| Activity |
Could you reproduce, word for word, everything below from the line containing "M1224 369 1229 382 1235 459 1230 445Z" down to the line containing "const building = new", with both of those lines included and no others?

| The input |

----

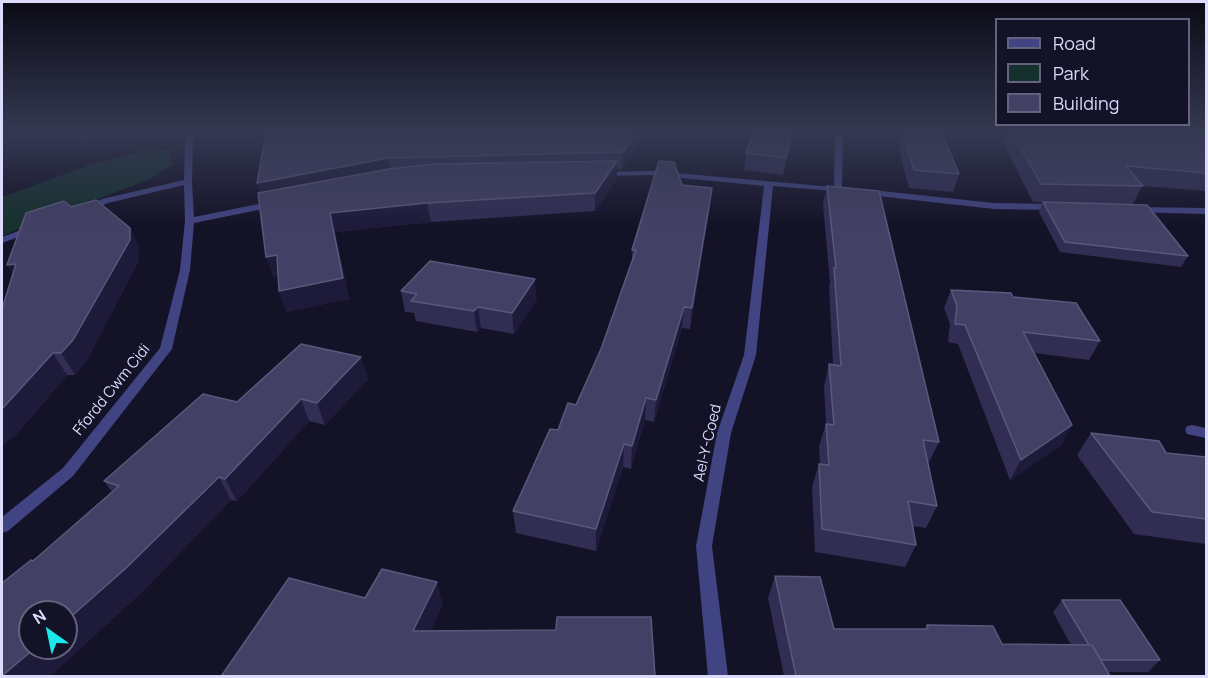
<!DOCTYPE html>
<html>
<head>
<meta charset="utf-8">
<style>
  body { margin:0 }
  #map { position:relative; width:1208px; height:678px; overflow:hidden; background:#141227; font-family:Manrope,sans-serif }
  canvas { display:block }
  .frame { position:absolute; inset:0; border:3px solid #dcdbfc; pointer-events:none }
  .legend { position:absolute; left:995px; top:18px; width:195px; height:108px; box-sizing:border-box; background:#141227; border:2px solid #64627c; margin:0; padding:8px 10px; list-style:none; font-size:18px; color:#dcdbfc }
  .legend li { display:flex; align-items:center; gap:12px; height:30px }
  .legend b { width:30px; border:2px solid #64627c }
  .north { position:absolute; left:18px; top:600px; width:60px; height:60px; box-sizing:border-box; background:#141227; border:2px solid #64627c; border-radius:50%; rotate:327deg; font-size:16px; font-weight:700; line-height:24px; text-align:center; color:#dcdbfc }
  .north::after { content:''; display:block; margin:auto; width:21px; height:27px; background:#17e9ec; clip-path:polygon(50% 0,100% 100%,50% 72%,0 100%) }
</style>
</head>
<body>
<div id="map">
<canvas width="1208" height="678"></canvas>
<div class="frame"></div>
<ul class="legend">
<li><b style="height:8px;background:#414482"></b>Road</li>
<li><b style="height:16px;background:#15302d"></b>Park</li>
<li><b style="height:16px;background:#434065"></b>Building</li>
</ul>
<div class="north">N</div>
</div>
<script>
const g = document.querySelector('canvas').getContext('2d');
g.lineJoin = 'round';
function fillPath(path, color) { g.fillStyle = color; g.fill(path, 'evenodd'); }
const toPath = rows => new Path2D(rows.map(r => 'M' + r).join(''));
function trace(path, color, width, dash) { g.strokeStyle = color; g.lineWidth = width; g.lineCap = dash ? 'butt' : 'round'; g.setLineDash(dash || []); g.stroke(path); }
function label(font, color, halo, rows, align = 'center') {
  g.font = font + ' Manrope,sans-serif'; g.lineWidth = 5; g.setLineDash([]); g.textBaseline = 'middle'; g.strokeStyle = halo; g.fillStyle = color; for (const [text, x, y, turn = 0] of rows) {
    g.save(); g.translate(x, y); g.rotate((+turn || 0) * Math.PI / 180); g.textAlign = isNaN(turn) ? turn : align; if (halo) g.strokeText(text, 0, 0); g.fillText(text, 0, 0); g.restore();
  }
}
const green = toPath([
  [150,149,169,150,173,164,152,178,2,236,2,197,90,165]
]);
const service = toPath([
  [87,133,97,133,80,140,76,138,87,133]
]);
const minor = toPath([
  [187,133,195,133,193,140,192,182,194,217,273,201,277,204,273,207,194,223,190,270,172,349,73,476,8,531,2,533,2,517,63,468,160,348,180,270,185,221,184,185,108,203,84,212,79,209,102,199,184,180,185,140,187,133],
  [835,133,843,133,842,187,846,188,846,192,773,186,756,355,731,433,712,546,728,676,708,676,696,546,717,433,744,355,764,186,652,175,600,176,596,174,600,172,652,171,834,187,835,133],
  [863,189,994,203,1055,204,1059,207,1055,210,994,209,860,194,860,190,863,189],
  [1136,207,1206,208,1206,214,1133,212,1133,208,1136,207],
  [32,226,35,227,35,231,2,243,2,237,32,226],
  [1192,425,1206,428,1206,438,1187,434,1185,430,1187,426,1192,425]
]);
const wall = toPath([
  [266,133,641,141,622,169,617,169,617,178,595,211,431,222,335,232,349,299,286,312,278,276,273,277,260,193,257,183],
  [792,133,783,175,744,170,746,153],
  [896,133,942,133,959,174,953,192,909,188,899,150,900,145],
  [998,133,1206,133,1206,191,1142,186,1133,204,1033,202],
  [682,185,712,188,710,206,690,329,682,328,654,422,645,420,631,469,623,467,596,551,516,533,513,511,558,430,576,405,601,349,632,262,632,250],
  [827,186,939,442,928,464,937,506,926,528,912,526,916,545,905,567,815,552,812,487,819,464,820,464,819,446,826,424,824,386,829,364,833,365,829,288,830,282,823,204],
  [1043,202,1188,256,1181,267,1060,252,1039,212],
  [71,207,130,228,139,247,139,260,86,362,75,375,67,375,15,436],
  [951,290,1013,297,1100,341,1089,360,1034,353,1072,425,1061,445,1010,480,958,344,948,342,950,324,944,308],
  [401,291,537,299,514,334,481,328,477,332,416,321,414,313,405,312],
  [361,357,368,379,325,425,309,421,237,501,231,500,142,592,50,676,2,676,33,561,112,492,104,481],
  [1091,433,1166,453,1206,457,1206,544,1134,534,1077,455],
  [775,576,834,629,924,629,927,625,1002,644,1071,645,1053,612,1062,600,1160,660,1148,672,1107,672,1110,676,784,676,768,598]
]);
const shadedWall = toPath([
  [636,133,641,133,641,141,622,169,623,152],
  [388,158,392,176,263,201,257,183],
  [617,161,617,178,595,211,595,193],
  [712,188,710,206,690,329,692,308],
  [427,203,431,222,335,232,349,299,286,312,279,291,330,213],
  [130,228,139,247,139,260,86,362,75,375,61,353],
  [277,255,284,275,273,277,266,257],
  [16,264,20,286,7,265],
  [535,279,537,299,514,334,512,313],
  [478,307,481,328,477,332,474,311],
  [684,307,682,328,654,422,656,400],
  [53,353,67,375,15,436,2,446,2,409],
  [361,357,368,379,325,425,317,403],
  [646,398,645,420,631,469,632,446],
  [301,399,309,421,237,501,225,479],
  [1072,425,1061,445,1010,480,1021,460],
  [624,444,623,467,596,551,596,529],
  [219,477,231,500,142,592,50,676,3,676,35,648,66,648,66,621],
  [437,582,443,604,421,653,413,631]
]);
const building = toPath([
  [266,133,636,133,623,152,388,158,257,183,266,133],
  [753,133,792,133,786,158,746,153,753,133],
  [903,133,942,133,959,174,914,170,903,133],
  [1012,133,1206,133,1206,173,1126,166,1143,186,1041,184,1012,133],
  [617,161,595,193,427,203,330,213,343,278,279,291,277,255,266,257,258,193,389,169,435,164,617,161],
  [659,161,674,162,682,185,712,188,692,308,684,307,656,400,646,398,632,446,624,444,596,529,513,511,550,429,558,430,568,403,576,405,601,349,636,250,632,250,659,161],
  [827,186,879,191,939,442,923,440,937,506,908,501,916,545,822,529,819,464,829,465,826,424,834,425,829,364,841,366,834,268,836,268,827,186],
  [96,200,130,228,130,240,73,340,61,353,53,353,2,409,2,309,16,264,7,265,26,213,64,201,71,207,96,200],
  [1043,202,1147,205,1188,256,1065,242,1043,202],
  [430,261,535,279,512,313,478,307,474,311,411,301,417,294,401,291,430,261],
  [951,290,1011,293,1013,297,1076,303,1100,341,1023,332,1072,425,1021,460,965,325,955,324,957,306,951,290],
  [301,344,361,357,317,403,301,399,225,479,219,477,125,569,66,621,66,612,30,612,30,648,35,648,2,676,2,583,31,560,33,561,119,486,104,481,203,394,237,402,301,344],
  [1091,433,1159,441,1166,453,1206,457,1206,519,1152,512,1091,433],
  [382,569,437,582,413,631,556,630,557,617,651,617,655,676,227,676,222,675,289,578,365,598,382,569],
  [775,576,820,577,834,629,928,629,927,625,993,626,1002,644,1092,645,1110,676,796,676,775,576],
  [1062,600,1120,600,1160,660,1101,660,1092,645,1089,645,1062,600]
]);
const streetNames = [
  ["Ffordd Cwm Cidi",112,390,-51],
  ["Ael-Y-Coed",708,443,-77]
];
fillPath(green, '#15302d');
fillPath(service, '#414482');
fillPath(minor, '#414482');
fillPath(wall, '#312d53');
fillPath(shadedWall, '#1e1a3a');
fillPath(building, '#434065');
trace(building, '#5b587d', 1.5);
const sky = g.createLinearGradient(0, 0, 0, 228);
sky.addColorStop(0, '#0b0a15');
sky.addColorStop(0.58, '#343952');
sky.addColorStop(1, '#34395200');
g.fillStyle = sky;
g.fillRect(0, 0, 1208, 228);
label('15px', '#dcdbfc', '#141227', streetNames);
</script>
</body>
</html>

----

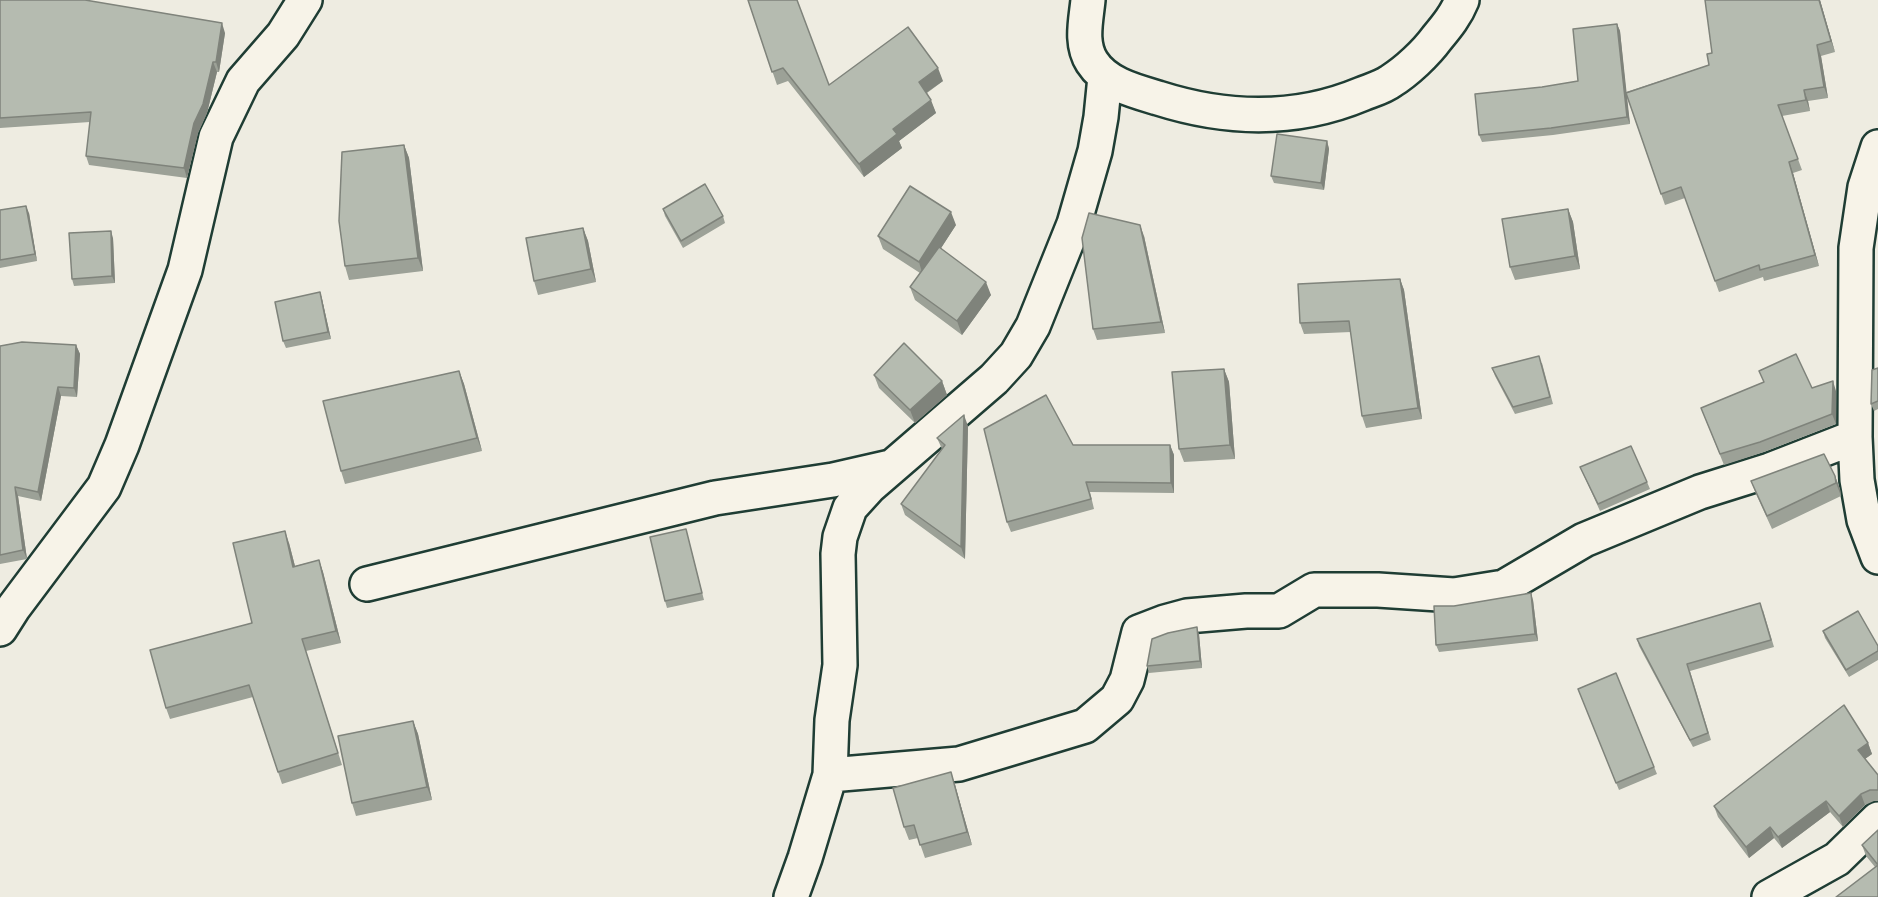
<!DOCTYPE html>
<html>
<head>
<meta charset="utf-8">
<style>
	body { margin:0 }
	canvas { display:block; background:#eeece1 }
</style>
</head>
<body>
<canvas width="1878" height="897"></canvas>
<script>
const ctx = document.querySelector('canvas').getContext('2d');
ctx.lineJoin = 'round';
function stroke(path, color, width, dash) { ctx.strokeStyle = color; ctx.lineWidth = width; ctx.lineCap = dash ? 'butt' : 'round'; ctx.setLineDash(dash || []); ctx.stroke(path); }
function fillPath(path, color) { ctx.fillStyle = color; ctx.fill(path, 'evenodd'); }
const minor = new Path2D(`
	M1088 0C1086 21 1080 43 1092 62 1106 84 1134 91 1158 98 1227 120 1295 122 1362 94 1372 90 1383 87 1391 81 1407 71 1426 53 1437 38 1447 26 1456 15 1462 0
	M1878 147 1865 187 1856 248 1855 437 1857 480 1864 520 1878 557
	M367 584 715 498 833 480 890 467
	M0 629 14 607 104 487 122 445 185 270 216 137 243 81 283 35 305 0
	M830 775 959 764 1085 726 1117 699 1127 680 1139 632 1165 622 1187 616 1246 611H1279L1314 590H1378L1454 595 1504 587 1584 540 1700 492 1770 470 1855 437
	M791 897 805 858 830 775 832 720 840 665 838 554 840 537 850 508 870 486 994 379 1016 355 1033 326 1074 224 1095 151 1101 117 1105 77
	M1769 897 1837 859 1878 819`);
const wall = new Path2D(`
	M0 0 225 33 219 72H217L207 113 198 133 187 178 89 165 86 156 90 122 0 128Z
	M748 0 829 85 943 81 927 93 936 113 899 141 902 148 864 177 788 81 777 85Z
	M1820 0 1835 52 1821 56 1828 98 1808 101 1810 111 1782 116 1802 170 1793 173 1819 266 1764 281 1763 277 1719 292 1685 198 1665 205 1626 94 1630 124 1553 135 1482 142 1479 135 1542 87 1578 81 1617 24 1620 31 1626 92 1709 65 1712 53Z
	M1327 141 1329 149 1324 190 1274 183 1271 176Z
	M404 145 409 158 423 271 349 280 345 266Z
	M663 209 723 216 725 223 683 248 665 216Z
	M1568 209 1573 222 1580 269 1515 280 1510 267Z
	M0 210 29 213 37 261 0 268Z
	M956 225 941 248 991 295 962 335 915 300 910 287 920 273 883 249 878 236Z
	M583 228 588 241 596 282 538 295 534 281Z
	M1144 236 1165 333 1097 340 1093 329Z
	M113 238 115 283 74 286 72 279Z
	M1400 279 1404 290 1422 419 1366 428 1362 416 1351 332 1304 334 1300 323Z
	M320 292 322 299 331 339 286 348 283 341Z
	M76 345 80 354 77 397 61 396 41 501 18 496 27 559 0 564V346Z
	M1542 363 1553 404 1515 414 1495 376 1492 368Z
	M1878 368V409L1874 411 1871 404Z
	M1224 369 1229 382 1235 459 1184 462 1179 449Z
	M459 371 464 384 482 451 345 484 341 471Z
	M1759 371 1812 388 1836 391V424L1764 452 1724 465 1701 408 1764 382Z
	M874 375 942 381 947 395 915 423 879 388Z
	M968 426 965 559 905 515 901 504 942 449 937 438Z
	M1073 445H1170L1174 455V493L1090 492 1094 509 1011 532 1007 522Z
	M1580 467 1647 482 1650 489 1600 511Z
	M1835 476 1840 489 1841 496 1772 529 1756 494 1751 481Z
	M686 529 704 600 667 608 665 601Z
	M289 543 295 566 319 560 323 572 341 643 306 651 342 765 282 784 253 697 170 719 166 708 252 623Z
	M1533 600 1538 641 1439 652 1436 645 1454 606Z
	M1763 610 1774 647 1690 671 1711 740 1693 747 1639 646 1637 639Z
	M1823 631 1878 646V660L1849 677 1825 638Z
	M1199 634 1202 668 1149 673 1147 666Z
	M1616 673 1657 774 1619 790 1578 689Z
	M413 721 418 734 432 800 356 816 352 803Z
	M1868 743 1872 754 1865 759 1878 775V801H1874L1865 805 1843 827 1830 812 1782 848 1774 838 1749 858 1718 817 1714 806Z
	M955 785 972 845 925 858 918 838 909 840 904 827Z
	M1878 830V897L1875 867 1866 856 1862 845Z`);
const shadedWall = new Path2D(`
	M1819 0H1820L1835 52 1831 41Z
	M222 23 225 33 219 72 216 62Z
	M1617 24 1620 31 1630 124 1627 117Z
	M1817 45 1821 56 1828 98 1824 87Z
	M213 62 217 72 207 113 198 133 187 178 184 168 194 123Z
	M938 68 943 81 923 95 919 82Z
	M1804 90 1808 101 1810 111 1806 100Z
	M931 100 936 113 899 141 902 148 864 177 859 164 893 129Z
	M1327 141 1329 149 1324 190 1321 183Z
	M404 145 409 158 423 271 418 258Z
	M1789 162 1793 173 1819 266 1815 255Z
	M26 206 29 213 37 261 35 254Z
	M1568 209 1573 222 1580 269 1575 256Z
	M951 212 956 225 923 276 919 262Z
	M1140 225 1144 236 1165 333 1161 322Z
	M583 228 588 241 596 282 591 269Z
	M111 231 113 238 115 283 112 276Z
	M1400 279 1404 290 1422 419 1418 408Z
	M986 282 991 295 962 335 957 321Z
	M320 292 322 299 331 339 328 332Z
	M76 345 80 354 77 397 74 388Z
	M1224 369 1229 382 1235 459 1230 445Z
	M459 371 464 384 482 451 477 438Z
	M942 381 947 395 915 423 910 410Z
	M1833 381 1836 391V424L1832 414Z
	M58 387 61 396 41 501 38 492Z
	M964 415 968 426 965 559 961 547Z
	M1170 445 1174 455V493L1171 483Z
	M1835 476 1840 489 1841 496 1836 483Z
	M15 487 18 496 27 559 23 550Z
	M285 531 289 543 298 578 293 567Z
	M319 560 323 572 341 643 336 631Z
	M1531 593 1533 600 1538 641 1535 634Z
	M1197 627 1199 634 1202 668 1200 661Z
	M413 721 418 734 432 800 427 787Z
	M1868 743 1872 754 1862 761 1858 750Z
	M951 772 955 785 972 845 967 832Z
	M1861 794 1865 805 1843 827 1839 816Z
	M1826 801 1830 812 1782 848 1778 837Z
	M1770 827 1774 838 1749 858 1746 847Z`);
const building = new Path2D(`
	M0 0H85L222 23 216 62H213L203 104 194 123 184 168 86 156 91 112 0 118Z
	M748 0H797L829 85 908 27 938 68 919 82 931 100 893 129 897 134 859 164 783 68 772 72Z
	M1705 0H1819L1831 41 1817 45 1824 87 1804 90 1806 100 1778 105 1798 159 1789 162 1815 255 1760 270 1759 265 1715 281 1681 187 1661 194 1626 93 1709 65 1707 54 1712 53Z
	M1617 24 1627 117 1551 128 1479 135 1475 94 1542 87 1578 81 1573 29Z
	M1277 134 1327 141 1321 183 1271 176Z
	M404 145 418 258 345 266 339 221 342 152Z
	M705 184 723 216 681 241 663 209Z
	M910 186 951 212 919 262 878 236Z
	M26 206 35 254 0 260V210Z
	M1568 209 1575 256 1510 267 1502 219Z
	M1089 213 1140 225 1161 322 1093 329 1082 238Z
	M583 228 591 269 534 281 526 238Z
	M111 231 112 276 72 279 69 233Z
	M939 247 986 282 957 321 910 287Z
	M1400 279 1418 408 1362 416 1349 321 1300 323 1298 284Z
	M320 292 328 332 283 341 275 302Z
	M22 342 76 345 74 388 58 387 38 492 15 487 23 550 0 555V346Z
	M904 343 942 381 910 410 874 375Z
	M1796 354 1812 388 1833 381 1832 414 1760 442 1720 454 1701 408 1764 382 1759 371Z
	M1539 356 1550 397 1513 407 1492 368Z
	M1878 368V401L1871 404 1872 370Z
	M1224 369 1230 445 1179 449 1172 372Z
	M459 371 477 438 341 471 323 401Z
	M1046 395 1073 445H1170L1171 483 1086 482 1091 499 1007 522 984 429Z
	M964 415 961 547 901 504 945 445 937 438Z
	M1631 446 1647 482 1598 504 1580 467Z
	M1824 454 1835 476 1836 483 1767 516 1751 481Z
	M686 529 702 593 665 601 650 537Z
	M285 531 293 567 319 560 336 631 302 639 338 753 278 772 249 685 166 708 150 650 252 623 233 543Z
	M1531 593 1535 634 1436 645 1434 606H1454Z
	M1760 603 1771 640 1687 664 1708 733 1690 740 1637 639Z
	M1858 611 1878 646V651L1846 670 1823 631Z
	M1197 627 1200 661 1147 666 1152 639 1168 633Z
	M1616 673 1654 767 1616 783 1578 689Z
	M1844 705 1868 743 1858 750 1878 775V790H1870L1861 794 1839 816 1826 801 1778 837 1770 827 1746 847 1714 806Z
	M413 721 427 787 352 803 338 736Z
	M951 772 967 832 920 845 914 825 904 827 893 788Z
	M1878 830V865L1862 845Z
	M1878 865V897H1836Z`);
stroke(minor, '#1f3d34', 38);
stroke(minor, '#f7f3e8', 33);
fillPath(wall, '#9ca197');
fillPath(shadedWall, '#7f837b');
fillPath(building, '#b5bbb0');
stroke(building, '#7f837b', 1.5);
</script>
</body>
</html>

----

| Finished exercise |
	M1224 369 1229 382 1235 459 1230 445Z
	M459 371 464 384 482 451 477 438Z
	M942 381 947 395 915 423 910 410Z
	M1833 381 1836 391V424L1832 414Z
	M58 387 61 396 41 501 38 492Z
	M964 415 968 426 965 559 961 547Z
	M1170 445 1174 455V493L1171 483Z
	M1835 476 1840 489 1841 496 1836 483Z
	M15 487 18 496 27 559 23 550Z
	M285 531 289 543 298 578 293 567Z
	M319 560 323 572 341 643 336 631Z
	M1531 593 1533 600 1538 641 1535 634Z
	M1197 627 1199 634 1202 668 1200 661Z
	M413 721 418 734 432 800 427 787Z
	M1868 743 1872 754 1862 761 1858 750Z
	M951 772 955 785 972 845 967 832Z
	M1861 794 1865 805 1843 827 1839 816Z
	M1826 801 1830 812 1782 848 1778 837Z
	M1770 827 1774 838 1749 858 1746 847Z`);
const building = new Path2D(`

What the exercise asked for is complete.